The bonds of these companies paid little or no interest, so the main attraction for investors was the possibility of exchanging the securities for shares, assuming that the shares rallied enough to exceed the price of conversion.
But then the bear market happened and stocks are trading at a fraction of their previous highs. When the debt comes due, companies will be faced with two options: find the money to repay the debt or trigger conversion, which can lead to massive dilution of existing shareholders.
For example, Peloton’s $1 billion zero-coupon bonds convert at around $239 per share. With the stock trading at around $10, investors have no incentive to convert when the bonds mature in February 2026 unless they stage a remarkable rally.
Investors don’t seem convinced that’s possible: the bonds are trading at 66.5 cents on the dollar, translating into a record yield of around 11.5%, meaning refinancing will prove costly.
It’s a similar story for Ocado and Just Eat Takeaway, as well as financial firms SoFi Technologies Inc., Zip Co. and Affirm Holdings Inc. They all have zero- or low-coupon convertible bonds trading at 45 cents to 75 cents. cents and returns of 10% and more.
This puts the market in trouble, said Andrew Feltus, US co-chief executive of high yield at Amundi SA. “It’s been since the early 2000s that we’ve seen such a gap” between conversion prices and stock prices, he said.
Ocado spokespersons declined to comment on the convertible bonds while Peloton, SoFi and Affirm did not immediately respond to a request for comment.
A Zip spokesperson said the company “has tightened its reach in response to a change in external market conditions” and remains engaged with its bondholders to ensure they are aware of the “relevant developments”. Just Eat pointed to its March 2 income statement, in which it said the company’s debt maturities are “well aligned” with expected improvements in profitability, and that it has a strong cash position.
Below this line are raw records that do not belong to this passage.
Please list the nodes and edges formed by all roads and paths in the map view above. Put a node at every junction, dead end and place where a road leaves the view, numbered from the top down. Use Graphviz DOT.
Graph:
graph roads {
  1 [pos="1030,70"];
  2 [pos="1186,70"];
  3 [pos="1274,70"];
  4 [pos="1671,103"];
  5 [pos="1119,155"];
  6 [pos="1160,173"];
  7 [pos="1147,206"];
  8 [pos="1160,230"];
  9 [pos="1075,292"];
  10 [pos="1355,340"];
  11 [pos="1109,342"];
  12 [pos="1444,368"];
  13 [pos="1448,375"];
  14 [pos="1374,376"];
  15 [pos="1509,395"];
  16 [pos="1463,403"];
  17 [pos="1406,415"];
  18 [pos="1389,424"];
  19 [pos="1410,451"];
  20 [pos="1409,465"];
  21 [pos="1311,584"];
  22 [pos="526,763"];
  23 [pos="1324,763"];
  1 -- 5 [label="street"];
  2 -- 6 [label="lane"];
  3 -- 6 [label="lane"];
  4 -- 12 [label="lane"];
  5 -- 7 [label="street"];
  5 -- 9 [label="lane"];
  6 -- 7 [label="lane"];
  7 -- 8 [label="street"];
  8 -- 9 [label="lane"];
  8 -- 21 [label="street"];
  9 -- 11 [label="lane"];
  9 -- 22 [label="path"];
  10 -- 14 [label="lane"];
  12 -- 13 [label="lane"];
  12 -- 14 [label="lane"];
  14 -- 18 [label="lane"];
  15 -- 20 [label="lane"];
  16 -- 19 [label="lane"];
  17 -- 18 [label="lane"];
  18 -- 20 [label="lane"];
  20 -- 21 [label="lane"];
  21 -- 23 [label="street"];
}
Treasury.
Investors bought convertible bonds from cyclical technology and consumer companies at a record pace during the pandemic. Emissions hit a record high in 2021 at $79.5 billion, surpassing 2020’s $77.5 billion, according to data compiled by Bloomberg.
The advantage for companies is that investors are usually willing to accept a lower interest rate or coupon in exchange for the option to exchange debt for equity at a later date at a fixed price.
Most of this debt matures between 2024 and 2027, giving companies time to prepare for this issue and shift market sentiment. But while economists predict central banks will stop raising interest rates if the global economy slows, market prices suggest rates won’t be anywhere near the lows they were in 2020 and 2021.
The strongest companies will be able to stage a takeover or come up with a refinancing program, said Howard Needle, portfolio manager at Wellesley Asset Management Inc.
“A company like SoFi or Affirm probably has a lot of ways to generate cash, or the stock can appreciate to the point where it looks healthier,” he said. “But there are a host of companies that traded their debt in the 1930s and 1940s where there is real market concern.”